■ **PROBLEM STATEMENT**:
Exact copy without images: repeat every entry as written.

■ **STUDY MATERIAL**:
****************

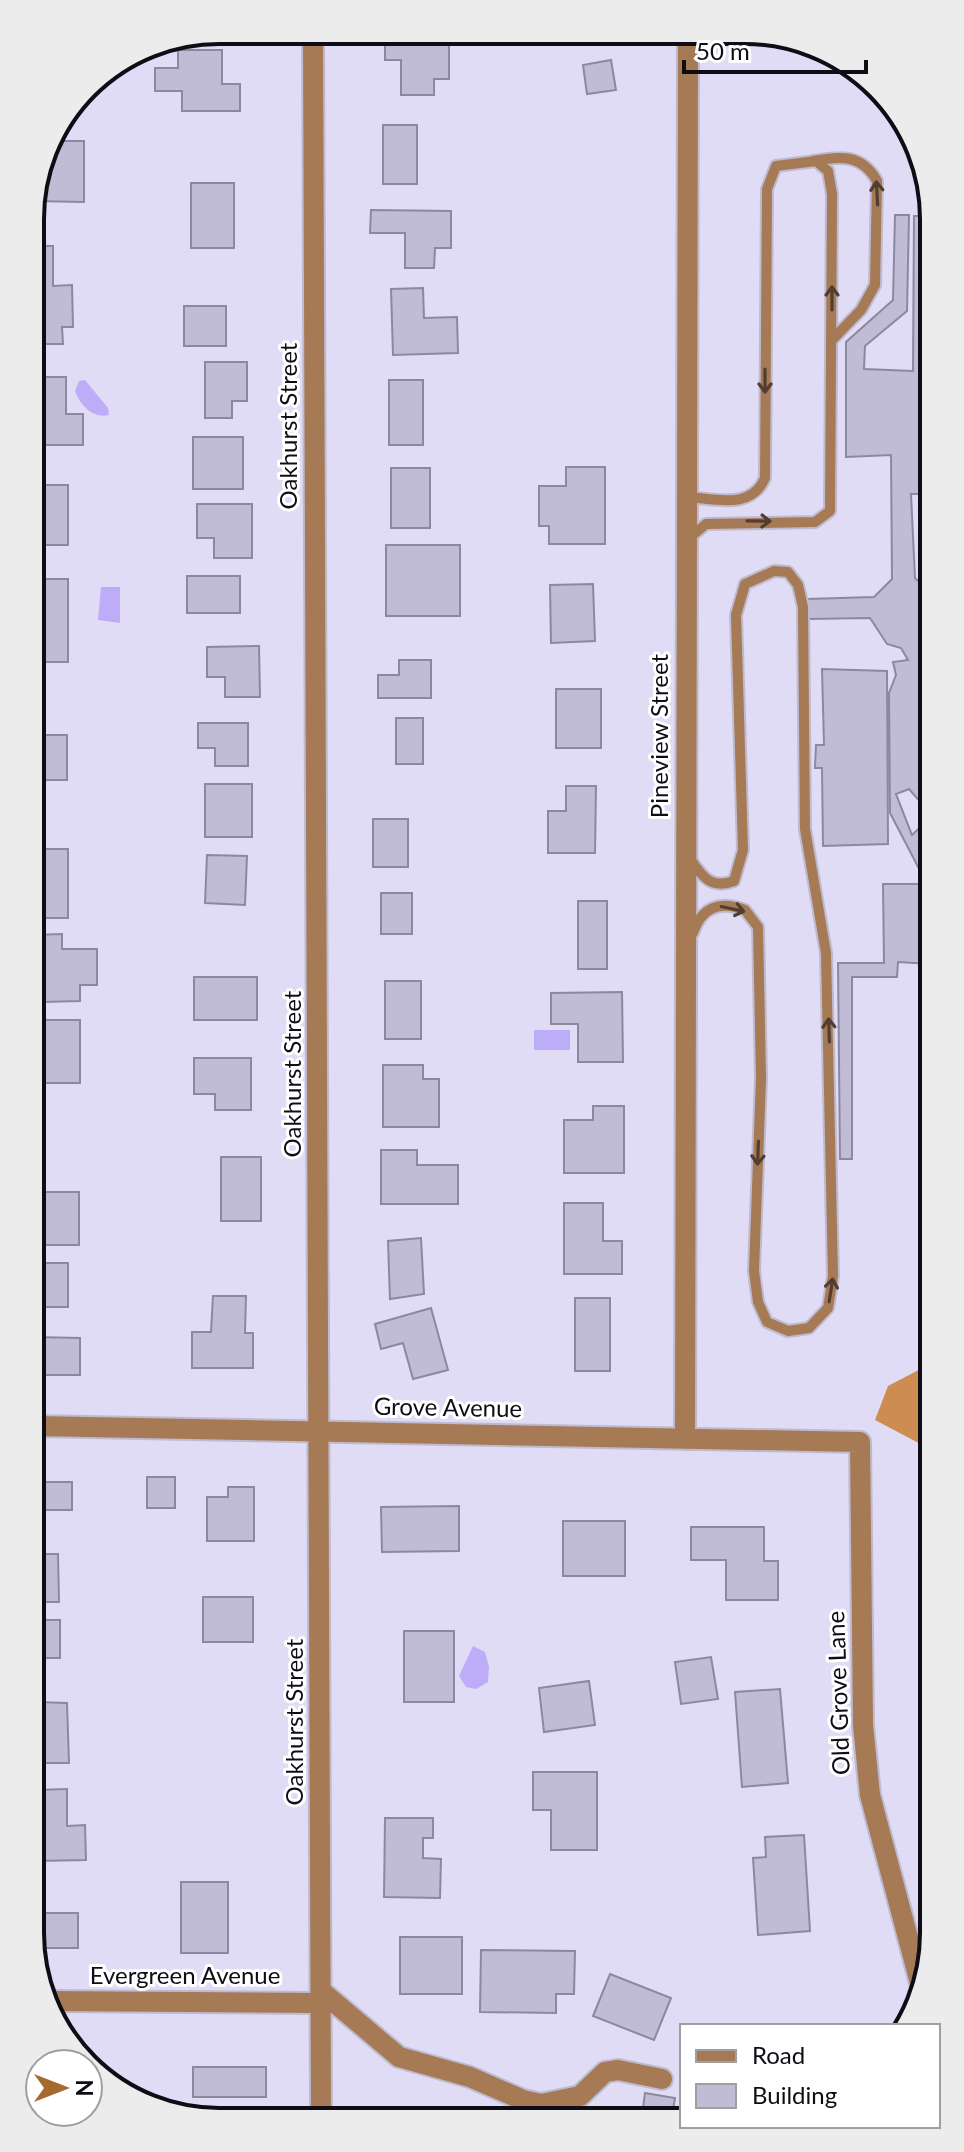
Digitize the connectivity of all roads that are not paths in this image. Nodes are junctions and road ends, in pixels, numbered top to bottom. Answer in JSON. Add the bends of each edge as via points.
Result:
{"nodes":[{"id":1,"x":313,"y":44,"type":"edge"},
{"id":2,"x":688,"y":44,"type":"edge"},
{"id":3,"x":813,"y":161,"type":"junction"},
{"id":4,"x":832,"y":340,"type":"junction"},
{"id":5,"x":687,"y":497,"type":"junction"},
{"id":6,"x":687,"y":540,"type":"junction"},
{"id":7,"x":686,"y":853,"type":"junction"},
{"id":8,"x":686,"y":954,"type":"junction"},
{"id":9,"x":44,"y":1426,"type":"edge"},
{"id":10,"x":321,"y":1432,"type":"junction"},
{"id":11,"x":685,"y":1439,"type":"junction"},
{"id":12,"x":860,"y":1442,"type":"joint"},
{"id":13,"x":916,"y":1969,"type":"edge"},
{"id":14,"x":321,"y":1997,"type":"junction"},
{"id":15,"x":57,"y":2001,"type":"edge"},
{"id":16,"x":662,"y":2079,"type":"dead end"},
{"id":17,"x":321,"y":2108,"type":"edge"}],
"edges":[{"from":1,"to":10,"type":"street","name":"Oakhurst Street"},
{"from":2,"to":5,"type":"street","name":"Pineview Street"},
{"from":4,"to":3,"type":"lane","one_way":true,"via":[[832,194],[828,171]]},
{"from":4,"to":3,"type":"lane","one_way":true,"via":[[861,310],[875,285],[877,181],[869,166],[844,156]]},
{"from":3,"to":5,"type":"lane","one_way":true,"via":[[776,166],[767,189],[765,478],[759,493],[747,500]]},
{"from":6,"to":4,"type":"lane","one_way":true,"via":[[706,524],[815,522],[830,511]]},
{"from":5,"to":6,"type":"street","name":"Pineview Street"},
{"from":6,"to":7,"type":"street","name":"Pineview Street"},
{"from":7,"to":8,"type":"street","name":"Pineview Street"},
{"from":8,"to":7,"type":"lane","one_way":true,"via":[[698,916],[709,908],[735,906],[758,927],[761,1078],[754,1271],[767,1322],[788,1331],[809,1328],[828,1308],[833,1276],[830,1081],[826,953],[805,829],[803,607],[798,585],[788,572],[774,571],[745,584],[736,615],[743,850],[734,881],[705,880]]},
{"from":8,"to":11,"type":"street","name":"Pineview Street"},
{"from":9,"to":10,"type":"street","name":"Grove Avenue"},
{"from":10,"to":11,"type":"street","name":"Grove Avenue"},
{"from":10,"to":14,"type":"street","name":"Oakhurst Street"},
{"from":11,"to":12,"type":"street","name":"Grove Avenue"},
{"from":12,"to":13,"type":"street","name":"Old Grove Lane","via":[[863,1725],[870,1795]]},
{"from":14,"to":15,"type":"street","name":"Evergreen Avenue"},
{"from":14,"to":16,"type":"street","via":[[399,2057],[470,2077],[523,2100],[541,2104],[580,2096],[605,2072],[618,2070]]},
{"from":14,"to":17,"type":"street","name":"Oakhurst Street"}]}
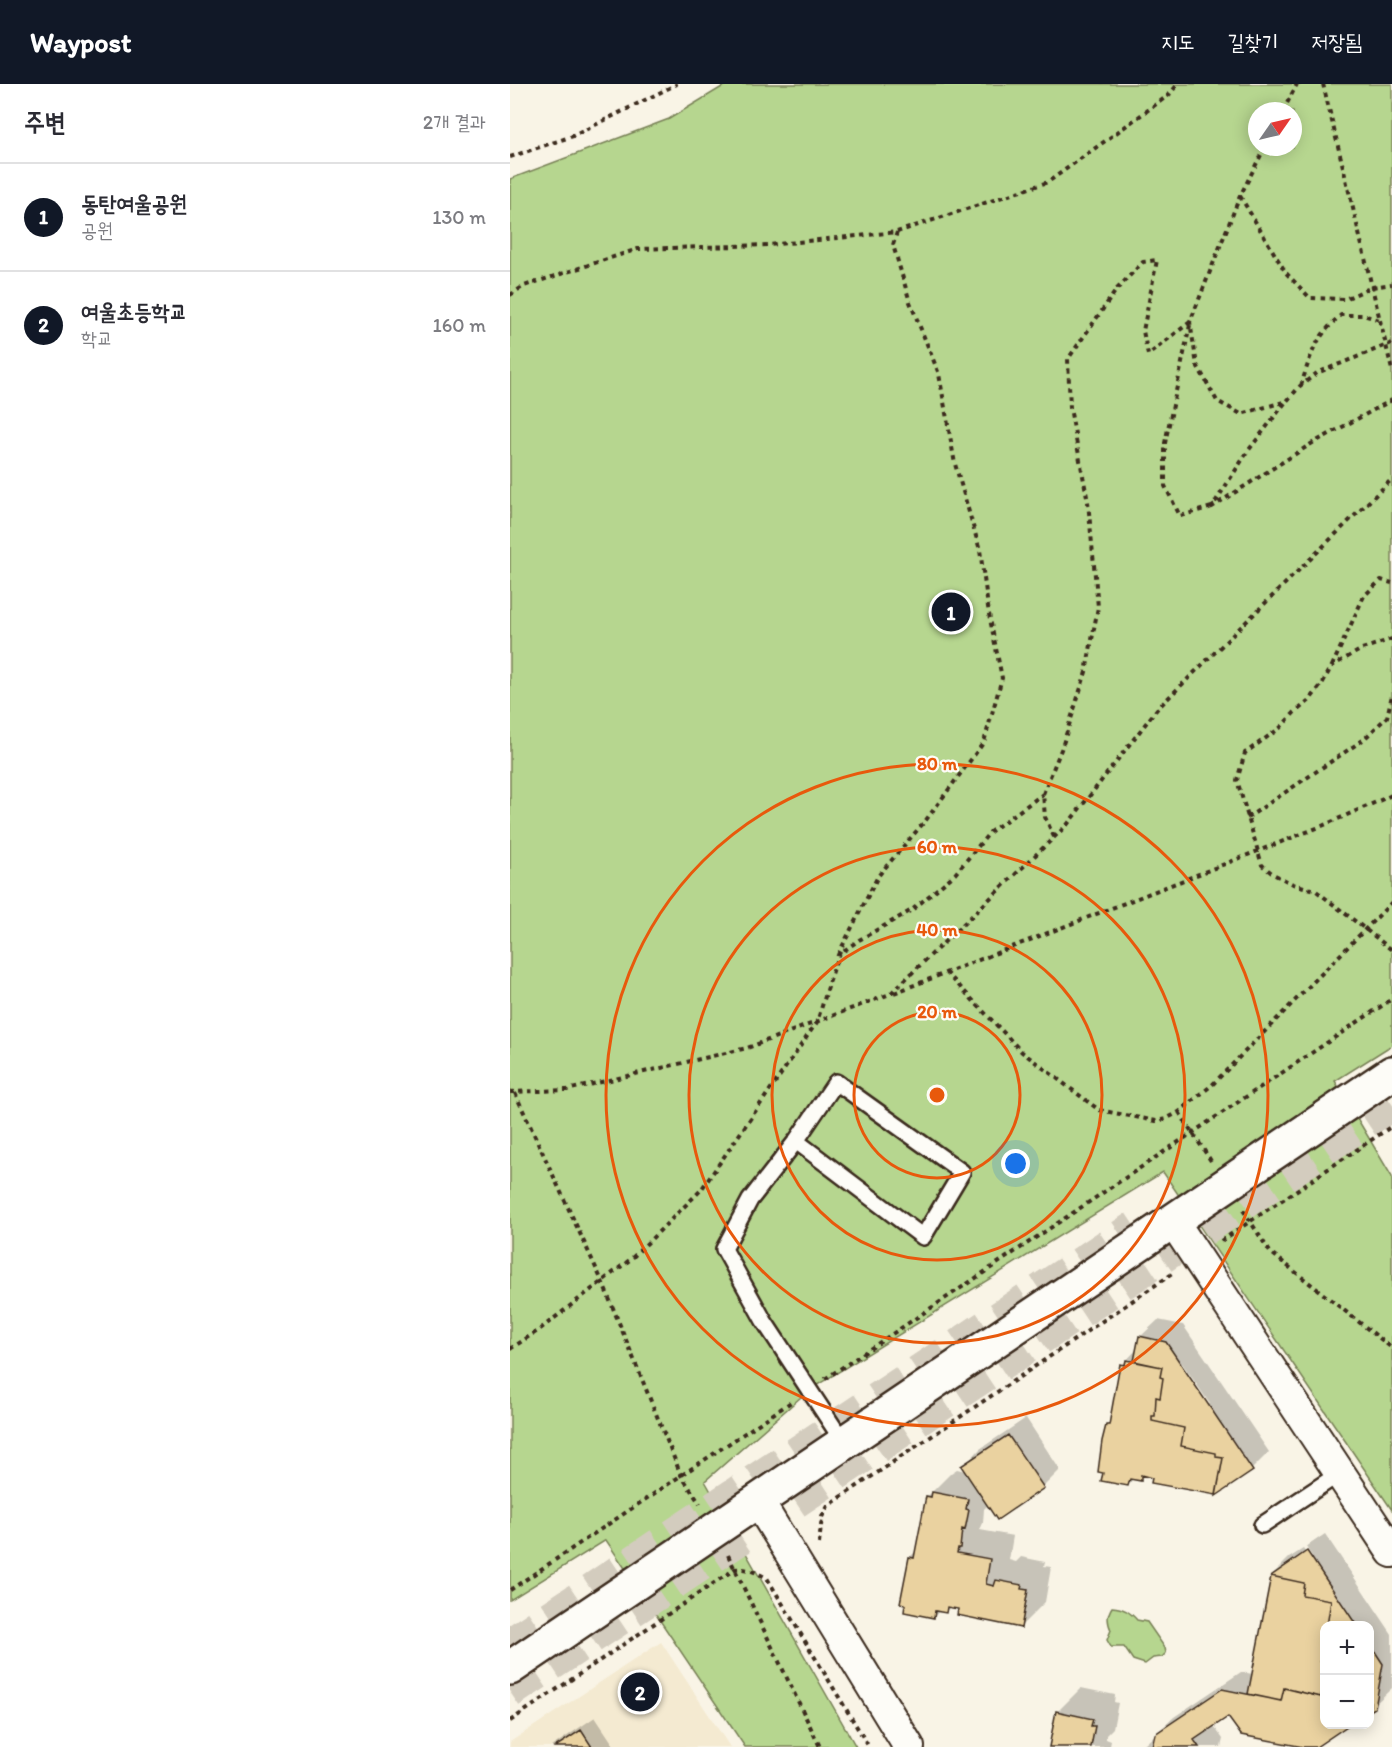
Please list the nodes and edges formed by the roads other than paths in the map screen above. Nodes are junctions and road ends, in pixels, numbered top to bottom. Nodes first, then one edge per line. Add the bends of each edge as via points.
1 (1392, 1073) edge
2 (796, 1141) junction
3 (1173, 1221) junction
4 (844, 1443) junction
5 (1340, 1473) junction
6 (758, 1501) junction
7 (1262, 1526) dead end
8 (1392, 1552) edge
9 (510, 1668) edge
10 (909, 1747) edge

1 - 3 street
2 - 2 lane via 923,1237 962,1172 836,1083
2 - 4 lane via 750,1200 724,1249 764,1321
3 - 4 street
3 - 5 street
4 - 6 street
5 - 7 lane
5 - 8 street
6 - 9 street
6 - 10 street

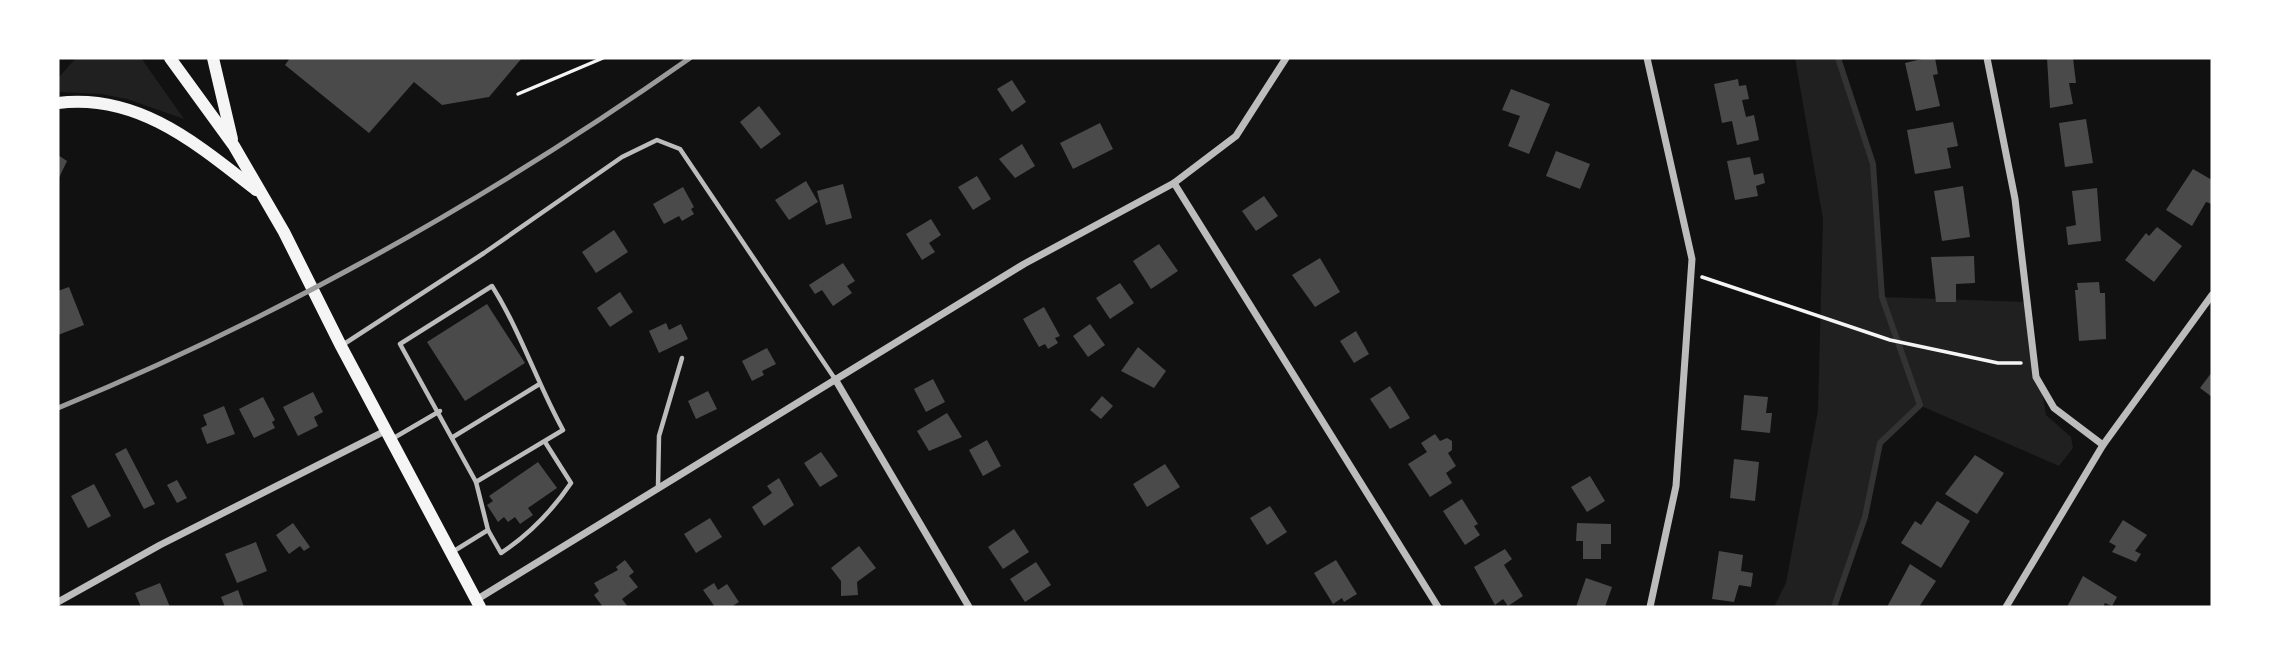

****************

■ **YOUR RESPONSE**:
Digitize the connectivity of all roads that are not paths in this image. Nodes are junctions and road ends, in pixels, numbered top to bottom. Answer in JSON. Add the bends of each edge as via points.
Result:
{"nodes":[{"id":1,"x":313,"y":44,"type":"edge"},
{"id":2,"x":688,"y":44,"type":"edge"},
{"id":3,"x":813,"y":161,"type":"junction"},
{"id":4,"x":832,"y":340,"type":"junction"},
{"id":5,"x":687,"y":497,"type":"junction"},
{"id":6,"x":687,"y":540,"type":"junction"},
{"id":7,"x":686,"y":853,"type":"junction"},
{"id":8,"x":686,"y":954,"type":"junction"},
{"id":9,"x":44,"y":1426,"type":"edge"},
{"id":10,"x":321,"y":1432,"type":"junction"},
{"id":11,"x":685,"y":1439,"type":"junction"},
{"id":12,"x":860,"y":1442,"type":"joint"},
{"id":13,"x":916,"y":1969,"type":"edge"},
{"id":14,"x":321,"y":1997,"type":"junction"},
{"id":15,"x":57,"y":2001,"type":"edge"},
{"id":16,"x":662,"y":2079,"type":"dead end"},
{"id":17,"x":321,"y":2108,"type":"edge"}],
"edges":[{"from":1,"to":10,"type":"street","name":"Oakhurst Street"},
{"from":2,"to":5,"type":"street","name":"Pineview Street"},
{"from":4,"to":3,"type":"lane","one_way":true,"via":[[832,194],[828,171]]},
{"from":4,"to":3,"type":"lane","one_way":true,"via":[[861,310],[875,285],[877,181],[869,166],[844,156]]},
{"from":3,"to":5,"type":"lane","one_way":true,"via":[[776,166],[767,189],[765,478],[759,493],[747,500]]},
{"from":6,"to":4,"type":"lane","one_way":true,"via":[[706,524],[815,522],[830,511]]},
{"from":5,"to":6,"type":"street","name":"Pineview Street"},
{"from":6,"to":7,"type":"street","name":"Pineview Street"},
{"from":7,"to":8,"type":"street","name":"Pineview Street"},
{"from":8,"to":7,"type":"lane","one_way":true,"via":[[698,916],[709,908],[735,906],[758,927],[761,1078],[754,1271],[767,1322],[788,1331],[809,1328],[828,1308],[833,1276],[830,1081],[826,953],[805,829],[803,607],[798,585],[788,572],[774,571],[745,584],[736,615],[743,850],[734,881],[705,880]]},
{"from":8,"to":11,"type":"street","name":"Pineview Street"},
{"from":9,"to":10,"type":"street","name":"Grove Avenue"},
{"from":10,"to":11,"type":"street","name":"Grove Avenue"},
{"from":10,"to":14,"type":"street","name":"Oakhurst Street"},
{"from":11,"to":12,"type":"street","name":"Grove Avenue"},
{"from":12,"to":13,"type":"street","name":"Old Grove Lane","via":[[863,1725],[870,1795]]},
{"from":14,"to":15,"type":"street","name":"Evergreen Avenue"},
{"from":14,"to":16,"type":"street","via":[[399,2057],[470,2077],[523,2100],[541,2104],[580,2096],[605,2072],[618,2070]]},
{"from":14,"to":17,"type":"street","name":"Oakhurst Street"}]}
Please list the nodes and edges formed by the roads other than paths in the map screen above. Nodes are junctions and road ends, in pixels, numbered top to bottom. Nodes first, then one edge per line. Add the bends of each edge as via points.
1 (1392, 1073) edge
2 (796, 1141) junction
3 (1173, 1221) junction
4 (844, 1443) junction
5 (1340, 1473) junction
6 (758, 1501) junction
7 (1262, 1526) dead end
8 (1392, 1552) edge
9 (510, 1668) edge
10 (909, 1747) edge

1 - 3 street
2 - 2 lane via 923,1237 962,1172 836,1083
2 - 4 lane via 750,1200 724,1249 764,1321
3 - 4 street
3 - 5 street
4 - 6 street
5 - 7 lane
5 - 8 street
6 - 9 street
6 - 10 street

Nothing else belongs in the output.